* [Brief]
Write the records out again exactly, leaving no images in.

* [Extracted material]
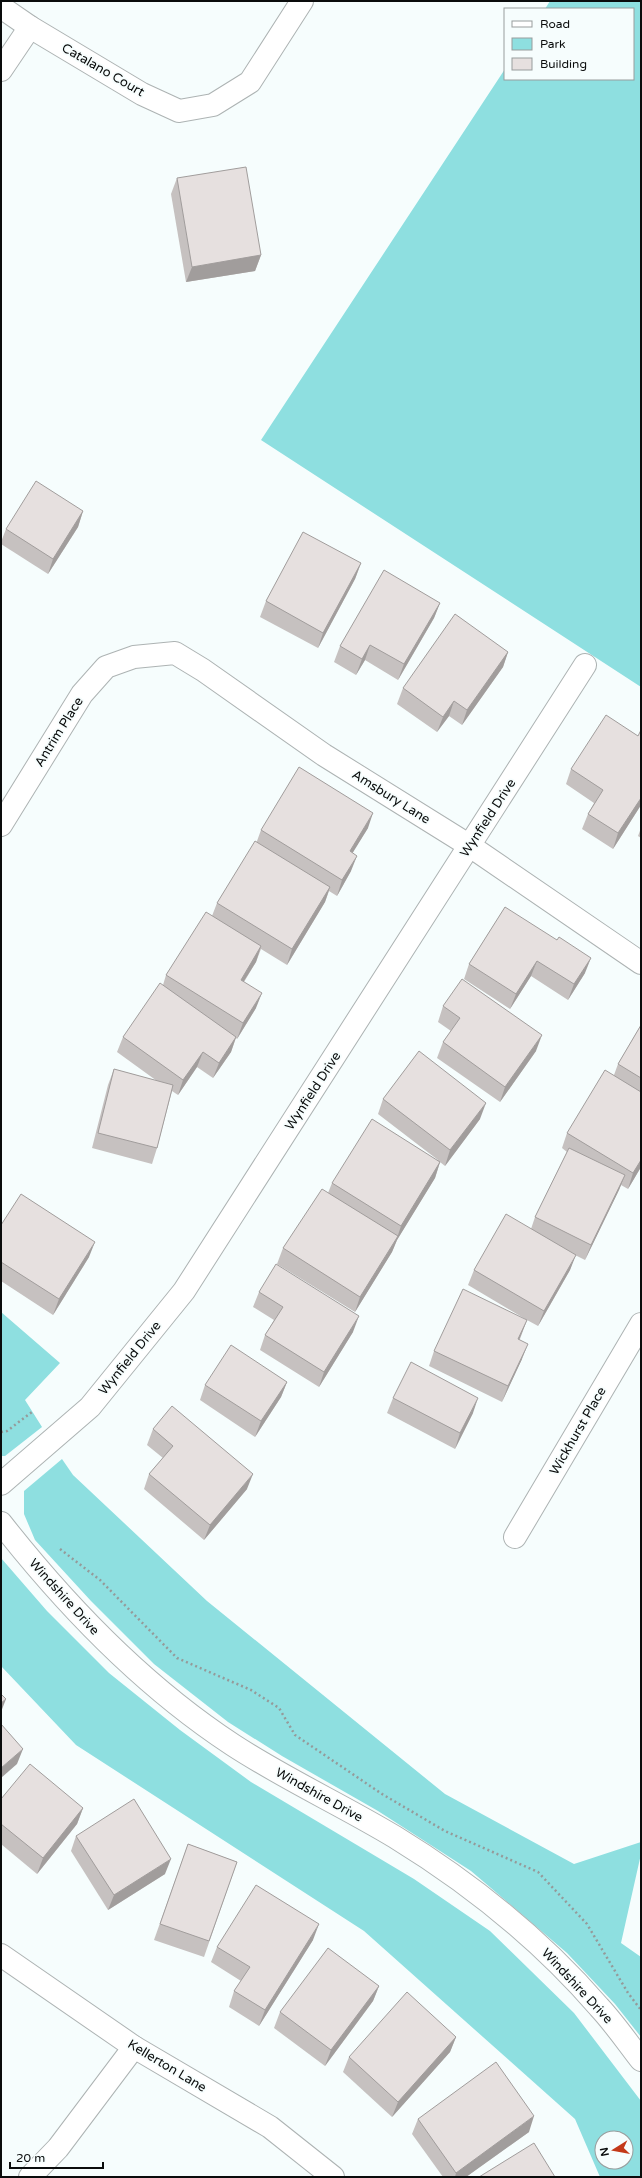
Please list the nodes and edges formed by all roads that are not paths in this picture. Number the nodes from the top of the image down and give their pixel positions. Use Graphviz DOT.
graph roads {
  1 [pos="302,1"];
  2 [pos="1,7"];
  3 [pos="30,27"];
  4 [pos="1,70"];
  5 [pos="134,657"];
  6 [pos="585,665"];
  7 [pos="1,825"];
  8 [pos="470,846"];
  9 [pos="641,963"];
  10 [pos="641,1324"];
  11 [pos="1,1484"];
  12 [pos="1,1523"];
  13 [pos="515,1537"];
  14 [pos="1,1955"];
  15 [pos="134,2047"];
  16 [pos="641,2060"];
  17 [pos="30,2177"];
  18 [pos="333,2177"];
  1 -- 3 [label="street, Catalano Court"];
  2 -- 3 [label="street, Catalano Court"];
  3 -- 4 [label="street"];
  5 -- 7 [label="street, Antrim Place"];
  5 -- 8 [label="street, Amsbury Lane"];
  6 -- 8 [label="street, Wynfield Drive"];
  8 -- 9 [label="street, Amsbury Lane"];
  8 -- 11 [label="street, Wynfield Drive"];
  10 -- 13 [label="street, Wickhurst Place"];
  12 -- 16 [label="street, Windshire Drive"];
  14 -- 15 [label="street, Kellerton Lane"];
  15 -- 17 [label="street"];
  15 -- 18 [label="street, Kellerton Lane"];
}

* [Result of this task]
Please list the nodes and edges formed by all roads that are not paths in this picture. Number the nodes from the top of the image down and give their pixel positions. Use Graphviz DOT.
graph roads {
  1 [pos="302,1"];
  2 [pos="1,7"];
  3 [pos="30,27"];
  4 [pos="1,70"];
  5 [pos="134,657"];
  6 [pos="585,665"];
  7 [pos="1,825"];
  8 [pos="470,846"];
  9 [pos="641,963"];
  10 [pos="641,1324"];
  11 [pos="1,1484"];
  12 [pos="1,1523"];
  13 [pos="515,1537"];
  14 [pos="1,1955"];
  15 [pos="134,2047"];
  16 [pos="641,2060"];
  17 [pos="30,2177"];
  18 [pos="333,2177"];
  1 -- 3 [label="street, Catalano Court"];
  2 -- 3 [label="street, Catalano Court"];
  3 -- 4 [label="street"];
  5 -- 7 [label="street, Antrim Place"];
  5 -- 8 [label="street, Amsbury Lane"];
  6 -- 8 [label="street, Wynfield Drive"];
  8 -- 9 [label="street, Amsbury Lane"];
  8 -- 11 [label="street, Wynfield Drive"];
  10 -- 13 [label="street, Wickhurst Place"];
  12 -- 16 [label="street, Windshire Drive"];
  14 -- 15 [label="street, Kellerton Lane"];
  15 -- 17 [label="street"];
  15 -- 18 [label="street, Kellerton Lane"];
}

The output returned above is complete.